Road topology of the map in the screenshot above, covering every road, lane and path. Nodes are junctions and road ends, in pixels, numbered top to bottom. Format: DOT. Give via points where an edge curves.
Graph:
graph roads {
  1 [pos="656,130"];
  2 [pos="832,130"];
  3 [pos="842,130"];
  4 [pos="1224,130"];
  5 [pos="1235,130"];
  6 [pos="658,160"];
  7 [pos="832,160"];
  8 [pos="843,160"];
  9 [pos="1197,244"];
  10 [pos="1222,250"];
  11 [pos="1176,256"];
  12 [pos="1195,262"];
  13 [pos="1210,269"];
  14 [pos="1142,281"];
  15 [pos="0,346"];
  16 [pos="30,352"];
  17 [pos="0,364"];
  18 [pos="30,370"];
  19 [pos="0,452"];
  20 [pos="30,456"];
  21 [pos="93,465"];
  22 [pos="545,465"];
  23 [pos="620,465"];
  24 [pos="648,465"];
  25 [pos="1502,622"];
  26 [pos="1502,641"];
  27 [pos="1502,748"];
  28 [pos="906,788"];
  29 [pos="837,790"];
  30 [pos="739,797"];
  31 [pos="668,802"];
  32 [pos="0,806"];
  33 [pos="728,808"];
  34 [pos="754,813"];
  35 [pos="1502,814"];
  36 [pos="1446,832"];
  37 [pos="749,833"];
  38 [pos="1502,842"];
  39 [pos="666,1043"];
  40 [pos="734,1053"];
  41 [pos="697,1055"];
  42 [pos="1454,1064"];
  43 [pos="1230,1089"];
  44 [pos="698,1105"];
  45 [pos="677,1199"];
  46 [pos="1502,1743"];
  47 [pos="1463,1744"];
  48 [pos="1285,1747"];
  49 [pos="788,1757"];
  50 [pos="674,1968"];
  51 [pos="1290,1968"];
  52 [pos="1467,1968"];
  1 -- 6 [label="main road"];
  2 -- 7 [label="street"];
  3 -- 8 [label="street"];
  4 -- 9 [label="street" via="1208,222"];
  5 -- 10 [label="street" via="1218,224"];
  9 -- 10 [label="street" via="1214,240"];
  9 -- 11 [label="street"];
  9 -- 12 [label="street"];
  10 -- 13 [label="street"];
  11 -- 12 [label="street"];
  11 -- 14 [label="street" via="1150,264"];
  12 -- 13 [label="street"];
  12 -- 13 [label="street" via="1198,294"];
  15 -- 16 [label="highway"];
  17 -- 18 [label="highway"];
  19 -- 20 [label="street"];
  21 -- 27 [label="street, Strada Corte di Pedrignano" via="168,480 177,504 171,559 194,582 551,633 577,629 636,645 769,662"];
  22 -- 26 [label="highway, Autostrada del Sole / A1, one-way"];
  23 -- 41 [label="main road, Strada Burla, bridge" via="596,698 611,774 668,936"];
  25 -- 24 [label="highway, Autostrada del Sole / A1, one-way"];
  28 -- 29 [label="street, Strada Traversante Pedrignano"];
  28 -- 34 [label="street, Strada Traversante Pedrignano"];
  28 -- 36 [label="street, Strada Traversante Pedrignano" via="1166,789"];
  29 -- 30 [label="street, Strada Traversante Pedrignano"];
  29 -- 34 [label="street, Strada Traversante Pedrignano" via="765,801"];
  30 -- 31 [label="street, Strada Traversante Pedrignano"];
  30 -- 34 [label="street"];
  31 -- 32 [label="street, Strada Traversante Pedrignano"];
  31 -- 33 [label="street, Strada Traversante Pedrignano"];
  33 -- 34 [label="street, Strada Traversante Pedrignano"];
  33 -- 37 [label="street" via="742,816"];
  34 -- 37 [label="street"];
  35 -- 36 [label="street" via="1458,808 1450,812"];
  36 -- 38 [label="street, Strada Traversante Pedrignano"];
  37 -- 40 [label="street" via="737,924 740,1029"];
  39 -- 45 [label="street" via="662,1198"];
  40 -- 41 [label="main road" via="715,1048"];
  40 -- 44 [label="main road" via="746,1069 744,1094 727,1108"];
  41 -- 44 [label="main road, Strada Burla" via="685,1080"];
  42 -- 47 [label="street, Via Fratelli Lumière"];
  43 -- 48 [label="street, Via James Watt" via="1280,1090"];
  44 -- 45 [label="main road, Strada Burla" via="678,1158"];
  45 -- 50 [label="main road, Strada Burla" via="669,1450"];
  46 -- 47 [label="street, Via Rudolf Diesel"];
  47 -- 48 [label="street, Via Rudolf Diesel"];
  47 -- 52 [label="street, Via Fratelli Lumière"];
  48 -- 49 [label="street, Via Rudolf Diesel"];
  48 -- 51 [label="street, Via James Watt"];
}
◆ ◆ ◆ ◆ ◆ ◆ ◆
▶ **Exercise requirements**
Please tally the lines above that contain "Watt" and report nothing but the total.

▶ **Solution below**
2